This is a pocket park that sits close to Mornington Cresent tube station and despite its name is actually a triangle, not a square.

It was laid out as part of the development of the area some 180 years ago when the neighbouring Southampton Estate was turned from fields into houses. The actual nearby Mornington Crescent was laid out first, and this pocket park sat next to the large semi-circular park that filled the Cresent, separated by the main road.

The crescent is no longer a park though, as in 1928, the huge Carreras Cigarette Factory, with its famous Egyptian frontage was built on that park, leaving Harrington Square as the sole plot of greenery in the area.

It was the loss of the Cresent park next to Harrington Square that spurred the creation of the 1931 London Squares Preservation Act, and that is why Harrington Square survives as a park for the local residents.

OS Map 1916

The square itself was laid out in 1843 as part of the Bedford Estate. As part of the Bedford Estate originally, it was governed by an 1800 Act of Parliament that regulated how the estate was allowed to enclose spaces with fencing, so long as they were kept open for the public.

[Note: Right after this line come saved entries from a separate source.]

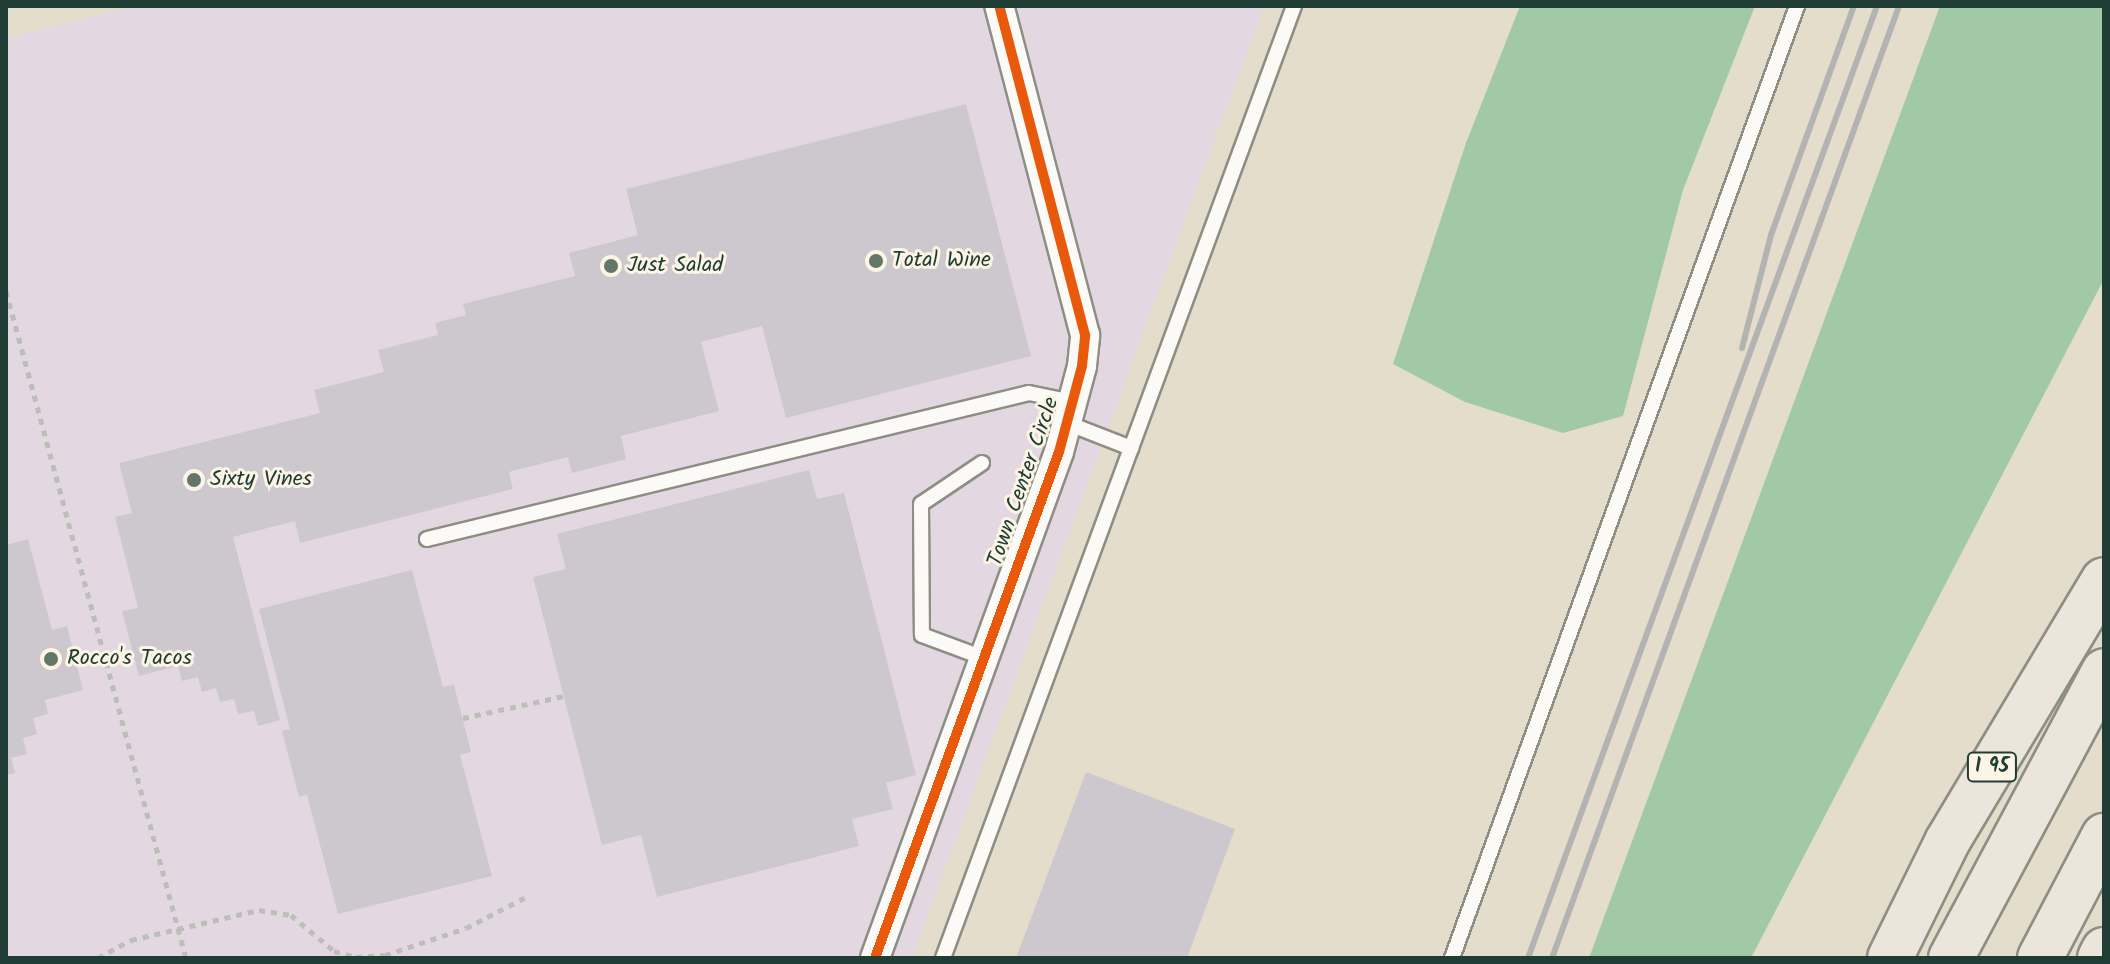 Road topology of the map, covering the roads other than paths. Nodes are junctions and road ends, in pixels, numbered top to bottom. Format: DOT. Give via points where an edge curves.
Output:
graph roads {
  1 [pos="999,6"];
  2 [pos="1294,6"];
  3 [pos="1797,6"];
  4 [pos="1070,412"];
  5 [pos="1131,448"];
  6 [pos="982,463"];
  7 [pos="427,539"];
  8 [pos="2104,580"];
  9 [pos="984,658"];
  10 [pos="2104,671"];
  11 [pos="2104,836"];
  12 [pos="2104,950"];
  13 [pos="875,958"];
  14 [pos="943,958"];
  15 [pos="1452,958"];
  16 [pos="1890,958"];
  17 [pos="1951,958"];
  18 [pos="2040,958"];
  19 [pos="2100,958"];
  1 -- 4 [label="street, Town Center Circle" via="1085,335"];
  2 -- 5 [label="lane"];
  3 -- 15 [label="lane"];
  4 -- 5 [label="lane"];
  4 -- 7 [label="lane" via="1029,393"];
  4 -- 9 [label="street, Town Center Circle"];
  5 -- 14 [label="lane"];
  6 -- 9 [label="lane" via="921,504 922,635"];
  8 -- 16 [label="highway, I 95" via="1947,842"];
  9 -- 13 [label="street, Town Center Circle"];
  10 -- 17 [label="highway"];
  11 -- 18 [label="highway"];
  12 -- 19 [label="highway"];
}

A notable resident of the houses that surrounded the park was Alexander Graham Bell who lived here with his grandfather when a teenager, in what Bell called “the turning point of my whole career”, as his grandfather was long associated with the teaching of elocution.

Originally the houses were for gentlemen, but it’s clear from news reports of the time that they were swiftly chopped up into flats and rented out fairly cheaply.

The south side of the square originally had terraces similar to the listed north-eastern side, but was bombed in World War II and replaced by the modern Ampthill Square Estate.

The triangular garden itself is mostly filled with a large rough lawn, with a circular path running through the centre. There are a lot of tall London Plane trees, and sitting in the centre of the lawn, a young oak tree planted in 2000, and a plaque notes that it’s the 2000th tree of the Millennium Tree Planting Project.

There was talk of converting the southern side of the gardens into a BMX track, but nothing seems to have come of that.